» **YOUR TASK**: Give the number of lines in these entries that contain "Brownlow", and nothing more.

» **EXTRACTED RECORDS**:

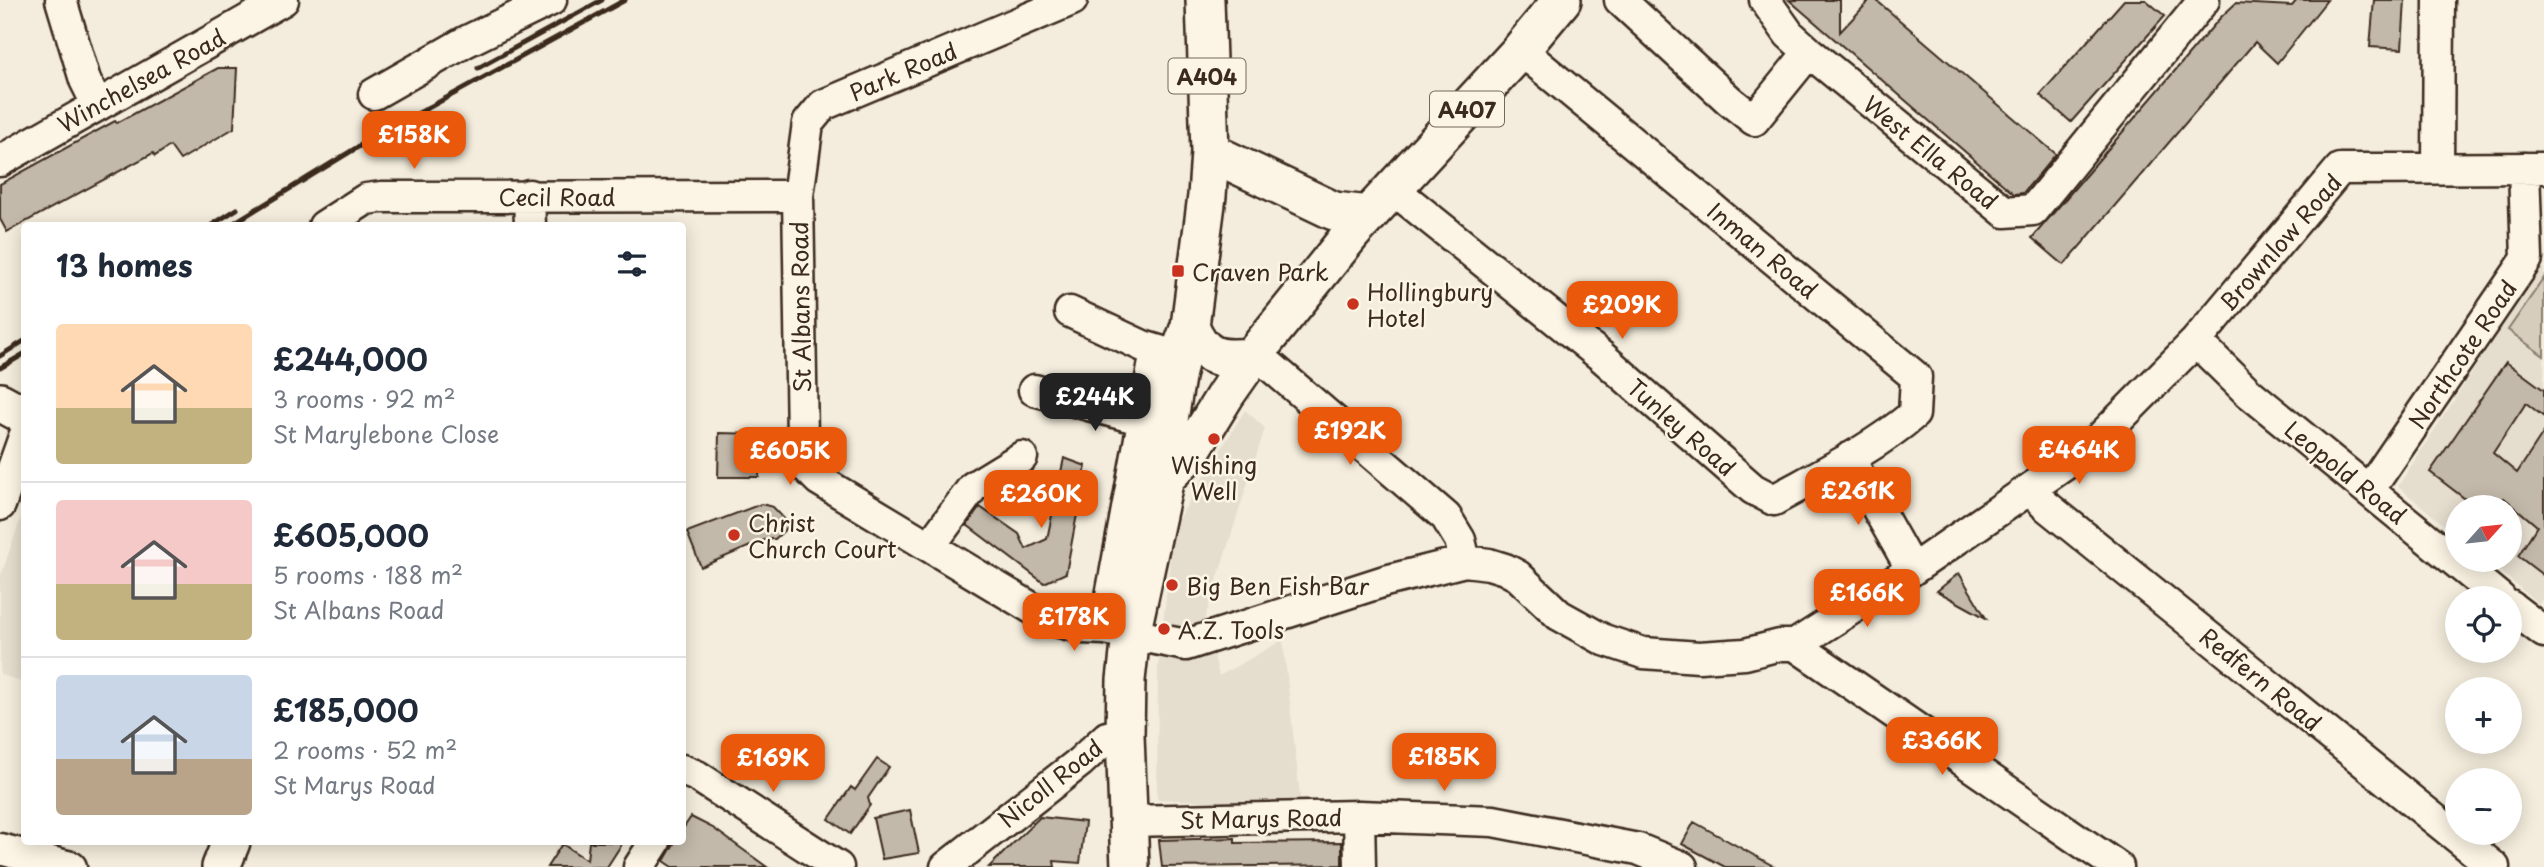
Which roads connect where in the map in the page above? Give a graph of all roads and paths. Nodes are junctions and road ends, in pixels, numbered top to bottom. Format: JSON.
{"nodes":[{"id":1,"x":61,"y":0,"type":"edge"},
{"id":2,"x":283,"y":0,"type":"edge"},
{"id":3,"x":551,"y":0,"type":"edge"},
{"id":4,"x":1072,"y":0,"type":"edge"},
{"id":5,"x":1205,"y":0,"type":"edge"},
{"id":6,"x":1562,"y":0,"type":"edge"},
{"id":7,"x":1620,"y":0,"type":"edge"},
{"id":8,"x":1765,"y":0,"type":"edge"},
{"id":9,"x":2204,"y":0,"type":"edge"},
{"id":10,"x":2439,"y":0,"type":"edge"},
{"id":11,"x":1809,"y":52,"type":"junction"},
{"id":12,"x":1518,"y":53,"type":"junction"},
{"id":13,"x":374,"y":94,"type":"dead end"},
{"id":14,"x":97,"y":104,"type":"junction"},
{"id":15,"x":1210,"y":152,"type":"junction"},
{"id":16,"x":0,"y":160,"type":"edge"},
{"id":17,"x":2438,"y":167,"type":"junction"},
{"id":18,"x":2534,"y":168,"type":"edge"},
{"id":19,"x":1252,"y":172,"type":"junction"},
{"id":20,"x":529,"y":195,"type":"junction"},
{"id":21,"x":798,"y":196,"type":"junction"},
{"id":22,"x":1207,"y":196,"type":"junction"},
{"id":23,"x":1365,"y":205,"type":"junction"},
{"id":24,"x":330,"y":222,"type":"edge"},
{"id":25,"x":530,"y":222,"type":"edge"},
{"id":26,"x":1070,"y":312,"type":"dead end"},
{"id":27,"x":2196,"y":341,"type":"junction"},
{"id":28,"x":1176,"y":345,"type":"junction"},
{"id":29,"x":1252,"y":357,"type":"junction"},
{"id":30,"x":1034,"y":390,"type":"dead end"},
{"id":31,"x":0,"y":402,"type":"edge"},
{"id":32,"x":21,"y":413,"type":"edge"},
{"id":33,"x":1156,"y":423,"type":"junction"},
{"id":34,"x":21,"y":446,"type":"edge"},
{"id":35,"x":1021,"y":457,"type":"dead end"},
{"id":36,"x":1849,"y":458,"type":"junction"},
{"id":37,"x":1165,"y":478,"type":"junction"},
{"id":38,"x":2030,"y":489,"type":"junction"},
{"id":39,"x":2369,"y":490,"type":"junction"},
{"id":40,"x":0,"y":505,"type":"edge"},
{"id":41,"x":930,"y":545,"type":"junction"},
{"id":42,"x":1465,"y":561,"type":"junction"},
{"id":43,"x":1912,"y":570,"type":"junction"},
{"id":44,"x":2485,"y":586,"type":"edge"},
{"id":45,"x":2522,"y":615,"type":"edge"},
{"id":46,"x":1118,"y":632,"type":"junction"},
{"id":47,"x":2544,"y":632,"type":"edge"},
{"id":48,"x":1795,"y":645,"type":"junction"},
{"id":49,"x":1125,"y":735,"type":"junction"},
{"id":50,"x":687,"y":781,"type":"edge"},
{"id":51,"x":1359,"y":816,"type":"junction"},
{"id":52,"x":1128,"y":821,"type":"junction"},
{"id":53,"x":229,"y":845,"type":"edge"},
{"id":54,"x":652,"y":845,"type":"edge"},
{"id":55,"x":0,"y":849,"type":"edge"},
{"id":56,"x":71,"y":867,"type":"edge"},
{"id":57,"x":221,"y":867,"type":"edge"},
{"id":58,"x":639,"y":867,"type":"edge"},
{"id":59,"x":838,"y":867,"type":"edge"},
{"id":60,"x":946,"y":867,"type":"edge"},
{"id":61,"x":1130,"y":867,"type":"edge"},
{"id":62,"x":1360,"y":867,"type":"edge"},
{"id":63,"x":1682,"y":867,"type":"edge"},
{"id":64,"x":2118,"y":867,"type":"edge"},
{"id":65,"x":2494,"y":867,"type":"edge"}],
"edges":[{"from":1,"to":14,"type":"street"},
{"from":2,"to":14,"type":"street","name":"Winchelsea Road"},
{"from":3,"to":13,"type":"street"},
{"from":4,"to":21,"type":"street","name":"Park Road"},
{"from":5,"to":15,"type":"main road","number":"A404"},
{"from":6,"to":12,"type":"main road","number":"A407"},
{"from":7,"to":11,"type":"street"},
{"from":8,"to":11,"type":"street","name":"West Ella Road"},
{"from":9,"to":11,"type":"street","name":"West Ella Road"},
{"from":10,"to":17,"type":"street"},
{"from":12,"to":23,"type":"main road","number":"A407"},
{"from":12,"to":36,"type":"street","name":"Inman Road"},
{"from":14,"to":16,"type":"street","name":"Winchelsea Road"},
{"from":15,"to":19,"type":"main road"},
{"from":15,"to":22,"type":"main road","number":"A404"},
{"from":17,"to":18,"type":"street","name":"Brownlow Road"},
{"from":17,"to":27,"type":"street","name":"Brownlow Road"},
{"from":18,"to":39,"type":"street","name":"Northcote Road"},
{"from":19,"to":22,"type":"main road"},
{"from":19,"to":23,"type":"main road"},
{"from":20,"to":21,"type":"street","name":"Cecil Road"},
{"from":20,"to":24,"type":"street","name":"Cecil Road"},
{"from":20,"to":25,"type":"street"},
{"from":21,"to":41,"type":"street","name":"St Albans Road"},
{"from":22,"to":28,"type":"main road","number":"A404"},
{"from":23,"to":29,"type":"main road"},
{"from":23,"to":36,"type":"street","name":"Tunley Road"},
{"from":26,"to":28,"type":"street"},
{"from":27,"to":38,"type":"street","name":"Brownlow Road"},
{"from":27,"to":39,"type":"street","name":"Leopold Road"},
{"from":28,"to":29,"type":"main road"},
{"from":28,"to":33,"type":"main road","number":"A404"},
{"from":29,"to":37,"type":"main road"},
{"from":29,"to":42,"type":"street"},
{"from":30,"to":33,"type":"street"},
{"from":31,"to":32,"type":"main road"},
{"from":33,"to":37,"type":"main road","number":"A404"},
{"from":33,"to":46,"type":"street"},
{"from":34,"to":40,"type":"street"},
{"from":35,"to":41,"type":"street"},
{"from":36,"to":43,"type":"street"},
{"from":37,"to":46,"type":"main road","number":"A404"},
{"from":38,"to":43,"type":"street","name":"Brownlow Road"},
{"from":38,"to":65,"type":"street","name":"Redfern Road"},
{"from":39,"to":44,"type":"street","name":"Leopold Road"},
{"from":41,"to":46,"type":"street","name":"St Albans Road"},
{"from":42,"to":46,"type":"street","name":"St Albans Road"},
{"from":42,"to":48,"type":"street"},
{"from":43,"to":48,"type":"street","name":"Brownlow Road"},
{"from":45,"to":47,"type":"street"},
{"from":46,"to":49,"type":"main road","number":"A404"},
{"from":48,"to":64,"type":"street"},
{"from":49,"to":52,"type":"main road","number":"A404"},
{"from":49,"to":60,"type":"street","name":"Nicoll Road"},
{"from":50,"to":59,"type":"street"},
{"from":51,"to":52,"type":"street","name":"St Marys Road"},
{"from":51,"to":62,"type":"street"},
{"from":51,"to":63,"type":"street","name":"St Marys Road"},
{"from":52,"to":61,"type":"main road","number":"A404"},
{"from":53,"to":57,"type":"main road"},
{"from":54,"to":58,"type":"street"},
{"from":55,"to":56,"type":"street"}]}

» **ANSWER BOX**: 5